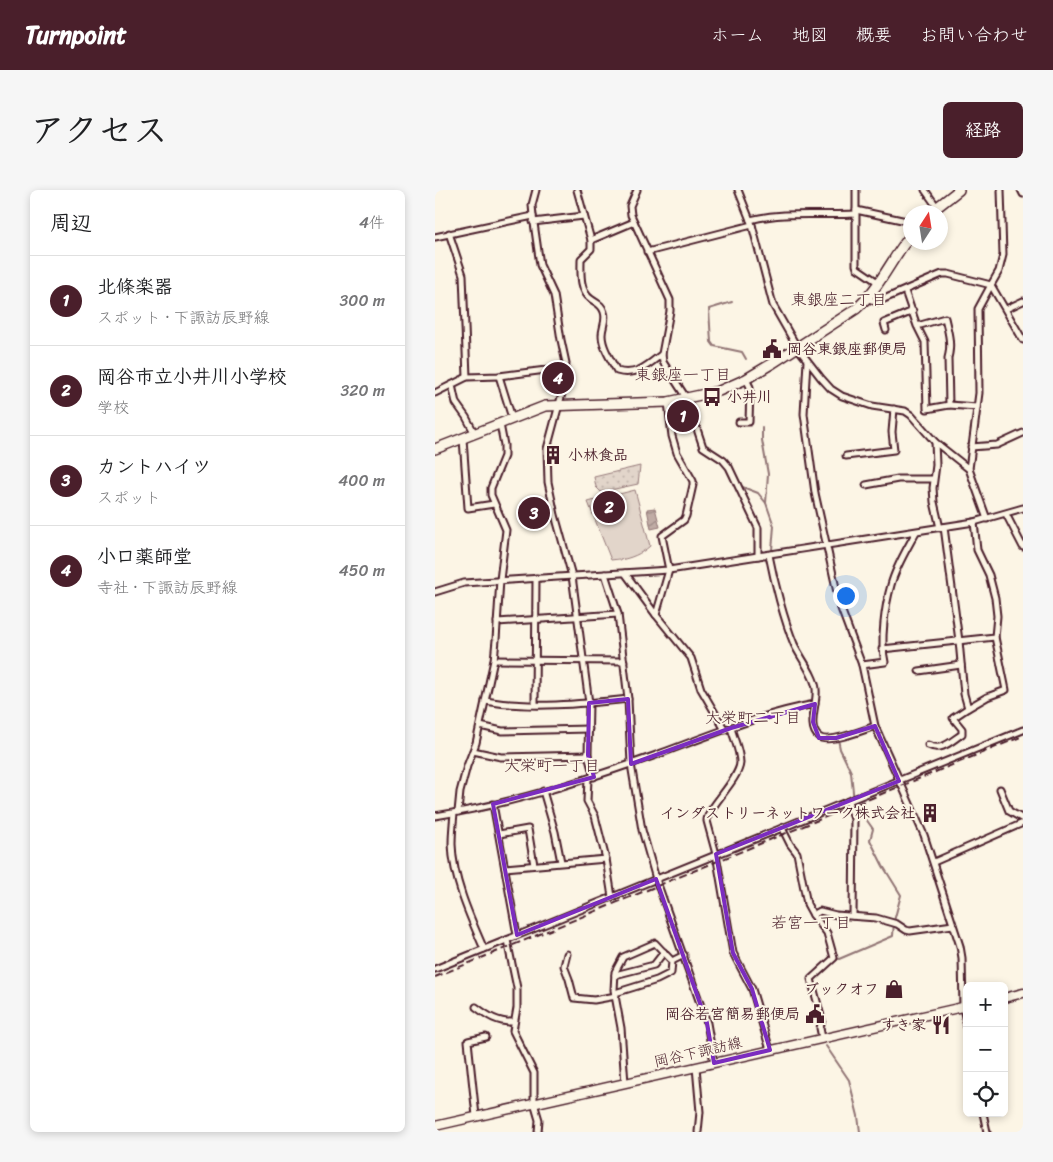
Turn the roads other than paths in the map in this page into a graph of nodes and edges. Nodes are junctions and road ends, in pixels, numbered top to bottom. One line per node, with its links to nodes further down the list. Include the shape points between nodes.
1 (536, 190): 15 (street)
2 (577, 190): 14 (street)
3 (637, 190): 17 (street, via 630,206)
4 (738, 190): 18 (street)
5 (856, 190): 13 (street)
6 (925, 190): 11 (street)
7 (959, 190): 12 (main road)
8 (1001, 190): 25 (street, via 1003,255)
9 (1021, 190): 10 (street)
10 (1023, 194)
11 (932, 205)
12 (940, 205)
13 (855, 212): 16 (street); 18 (street, via 765,216); 24 (street, via 856,266)
14 (584, 216): 15 (street); 21 (street)
15 (533, 219): 19 (street); 37 (street, via 540,265 554,295)
16 (903, 221)
17 (634, 222): 21 (street); 23 (street)
18 (751, 222): 23 (street); 34 (street, via 773,305)
19 (449, 233): 20 (street); 38 (street, via 463,275)
20 (435, 237)
21 (591, 240): 35 (street, via 591,248 581,259 581,278 586,295 599,303 604,311 603,342 617,371 642,370)
22 (903, 243): 24 (main road)
23 (647, 252): 35 (street, via 671,305)
24 (880, 283): 27 (main road)
25 (991, 285): 26 (street, via 942,274); 29 (street); 47 (street, via 978,309)
26 (905, 291): 27 (street, via 877,302); 30 (street)
27 (868, 298): 34 (main road, via 853,312)
28 (1023, 301): 29 (street)
29 (1006, 309): 33 (street)
30 (913, 311): 31 (street); 32 (street, via 884,323)
31 (917, 326): 46 (street, via 925,342 927,409); 46 (street, via 945,318 950,350)
32 (886, 330)
33 (1023, 340)
34 (797, 348): 36 (street); 40 (main road)
35 (662, 354): 43 (street, via 663,362)
36 (807, 361): 48 (street, via 841,396); 69 (street, via 804,414)
37 (567, 371): 39 (street, via 546,370); 45 (street)
38 (467, 376): 39 (street); 41 (street)
39 (499, 376): 49 (street)
40 (746, 379): 43 (main road, via 719,391); 50 (street, via 750,387 749,422)
41 (452, 385): 42 (street); 53 (street, via 456,404)
42 (435, 393)
43 (687, 398): 44 (main road); 72 (street, via 703,448 729,467 758,528)
44 (668, 402): 45 (main road); 73 (street, via 677,453 693,481 684,520 662,536)
45 (559, 404): 49 (main road); 76 (street, via 547,449 549,482)
46 (949, 405): 47 (street)
47 (977, 407): 56 (street)
48 (894, 409): 55 (street, via 911,414); 58 (street, via 894,450)
49 (512, 418): 51 (main road)
50 (739, 422)
51 (500, 424): 53 (main road); 62 (street, via 504,456 491,488)
52 (1023, 433): 56 (street, via 997,445)
53 (475, 435): 54 (main road)
54 (463, 439): 57 (main road); 62 (street, via 468,508)
55 (935, 442): 59 (street); 60 (street)
56 (971, 447): 59 (street)
57 (435, 449)
58 (846, 456)
59 (969, 469): 65 (street)
60 (933, 479): 61 (street, via 898,479); 67 (street, via 934,502)
61 (866, 485)
62 (495, 504): 78 (street, via 506,530)
63 (1023, 508): 64 (street)
64 (1006, 514): 65 (street); 70 (street)
65 (987, 519): 66 (street)
66 (974, 522): 67 (street); 85 (street, via 977,550 995,598)
67 (942, 527): 68 (street); 86 (street)
68 (916, 532): 69 (street); 87 (street, via 891,585)
69 (826, 546): 71 (street); 92 (street, via 840,606)
70 (1023, 546)
71 (769, 555): 72 (street); 99 (street, via 791,637 815,683)
72 (758, 556): 73 (street)
73 (669, 570): 74 (street); 81 (street)
74 (625, 573): 75 (street); 81 (street)
75 (605, 574): 76 (street); 80 (street)
76 (573, 576): 77 (street); 82 (street)
77 (536, 578): 78 (street); 83 (street)
78 (500, 580): 79 (street, via 464,583); 84 (street)
79 (435, 592)
80 (618, 614): 82 (street); 91 (street)
81 (656, 615): 104 (street, via 691,658 701,689)
82 (577, 616): 83 (street); 90 (street)
83 (535, 619): 84 (street); 89 (street)
84 (497, 622): 88 (street)
85 (995, 637): 86 (street); 100 (street, via 1006,690)
86 (959, 641): 87 (street); 93 (street)
87 (882, 649): 92 (street, via 885,662)
88 (494, 660): 89 (street); 96 (street)
89 (535, 660): 90 (street); 98 (street)
90 (584, 661): 91 (street); 97 (street)
91 (624, 661): 95 (street)
92 (862, 665): 102 (street)
93 (961, 665): 94 (street); 100 (street, via 963,694)
94 (919, 671)
95 (628, 699): 97 (street); 109 (street)
96 (485, 701): 98 (street, via 508,705); 101 (street)
97 (589, 703): 98 (street); 103 (street)
98 (535, 704)
99 (815, 704): 102 (street, via 814,728 821,739 836,738); 104 (street, via 791,708)
100 (968, 708): 106 (street, via 953,718 962,734 945,746 935,748)
101 (480, 726): 103 (street, via 502,731); 107 (street)
102 (875, 726): 111 (street)
103 (589, 729): 108 (street)
104 (728, 729): 109 (street); 121 (street, via 740,762 739,770 706,816)
105 (1023, 730): 111 (street)
106 (929, 745)
107 (473, 751): 108 (street, via 501,757); 116 (street, via 459,792)
108 (589, 755): 110 (street)
109 (631, 764): 110 (street); 127 (street, via 642,830)
110 (591, 778): 113 (street); 122 (street, via 587,801 595,816)
111 (899, 781): 114 (street); 124 (street)
112 (1000, 788): 118 (street, via 1009,810)
113 (543, 792): 115 (street); 123 (street)
114 (848, 801): 119 (street); 130 (street, via 855,819)
115 (493, 804): 116 (street); 120 (street)
116 (456, 813): 117 (street); 134 (street, via 452,846 459,884)
117 (435, 816)
118 (1023, 823): 124 (street)
119 (782, 828): 121 (street); 129 (street, via 797,853 807,904)
120 (499, 834): 125 (street, via 528,829); 126 (street)
121 (716, 854): 127 (street); 150 (street, via 733,953 752,989)
122 (606, 859): 123 (street); 128 (street)
123 (561, 862): 125 (street)
124 (934, 862): 131 (street)
125 (534, 865): 126 (street)
126 (505, 868): 132 (street)
127 (656, 879): 128 (street); 137 (street)
128 (612, 897): 132 (street)
129 (813, 915): 130 (street, via 820,911); 149 (street, via 827,933 834,958 811,980 822,1020)
130 (853, 916): 131 (street, via 876,918 910,931)
131 (953, 925): 141 (street, via 962,958)
132 (517, 935): 133 (street)
133 (507, 940): 134 (street); 147 (street, via 517,988)
134 (484, 949): 139 (street)
135 (664, 952): 138 (street); 140 (street, via 653,965); 140 (street, via 655,943 623,957)
136 (567, 954): 143 (street, via 564,966 574,998 594,1000)
137 (684, 955): 138 (street); 151 (street, via 707,1023)
138 (672, 961): 143 (street, via 671,973)
139 (435, 969)
140 (615, 976): 143 (street)
141 (963, 982)
142 (1023, 994): 144 (main road)
143 (616, 995): 153 (street)
144 (1008, 997)
145 (476, 1006): 147 (street, via 504,1023)
146 (963, 1007): 149 (main road, 岡谷下諏訪線)
147 (514, 1022): 154 (street, via 515,1038 533,1073)
148 (486, 1037): 155 (street, via 468,1041)
149 (822, 1038): 150 (main road, 岡谷下諏訪線)
150 (771, 1050): 151 (main road, 岡谷下諏訪線)
151 (714, 1063): 152 (main road, 岡谷下諏訪線)
152 (695, 1067): 153 (main road, 岡谷下諏訪線); 159 (street, via 700,1112)
153 (625, 1083): 154 (main road, 岡谷下諏訪線)
154 (534, 1103): 155 (main road, 岡谷下諏訪線); 158 (street)
155 (476, 1116): 157 (main road, 岡谷下諏訪線)
156 (984, 1117): 160 (street)
157 (435, 1126)
158 (539, 1132)
159 (698, 1132)
160 (987, 1132)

### Try it
In the entries above, find each line containing the string "岡谷下諏訪線" and copy it.

### Written response
146 (963, 1007): 149 (main road, 岡谷下諏訪線)
149 (822, 1038): 150 (main road, 岡谷下諏訪線)
150 (771, 1050): 151 (main road, 岡谷下諏訪線)
151 (714, 1063): 152 (main road, 岡谷下諏訪線)
152 (695, 1067): 153 (main road, 岡谷下諏訪線); 159 (street, via 700,1112)
153 (625, 1083): 154 (main road, 岡谷下諏訪線)
154 (534, 1103): 155 (main road, 岡谷下諏訪線); 158 (street)
155 (476, 1116): 157 (main road, 岡谷下諏訪線)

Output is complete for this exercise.